Word for word, output the data, with none of its pictures.

*** Supplied data ***

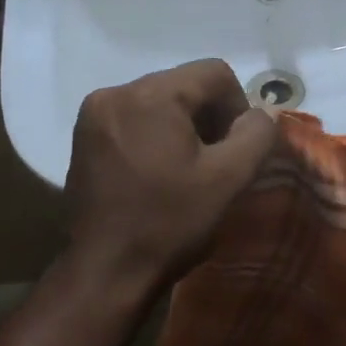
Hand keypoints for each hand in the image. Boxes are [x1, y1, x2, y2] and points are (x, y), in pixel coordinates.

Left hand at [65, 59, 277, 293]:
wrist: (106, 273)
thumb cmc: (171, 223)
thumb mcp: (229, 178)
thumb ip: (256, 134)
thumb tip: (261, 113)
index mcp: (150, 96)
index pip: (214, 73)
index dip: (238, 106)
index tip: (237, 149)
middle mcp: (115, 93)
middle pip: (184, 85)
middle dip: (210, 116)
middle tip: (217, 162)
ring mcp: (94, 115)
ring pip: (160, 101)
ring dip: (183, 127)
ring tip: (188, 170)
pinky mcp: (83, 137)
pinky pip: (135, 118)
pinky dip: (156, 135)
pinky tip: (160, 172)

*** End of Supplied data ***

● **The answer**:
Hand keypoints for each hand in the image. Boxes are [x1, y1, x2, y2] and points are (x, y), in pixel coordinates.

Left hand at [65, 59, 277, 293]:
wrist: (106, 273)
thumb cmc: (171, 223)
thumb mcp: (229, 178)
thumb ip: (256, 134)
thumb tip: (261, 113)
index mcp: (150, 96)
index pip: (214, 73)
index dip: (238, 106)
index tip: (237, 149)
middle mcp: (115, 93)
middle pip: (184, 85)
middle dip: (210, 116)
middle tip: (217, 162)
ring mcp: (94, 115)
ring pip: (160, 101)
ring dip: (183, 127)
ring tip: (188, 170)
pinky mcp: (83, 137)
pinky pip: (135, 118)
pinky dip: (156, 135)
pinky tip: (160, 172)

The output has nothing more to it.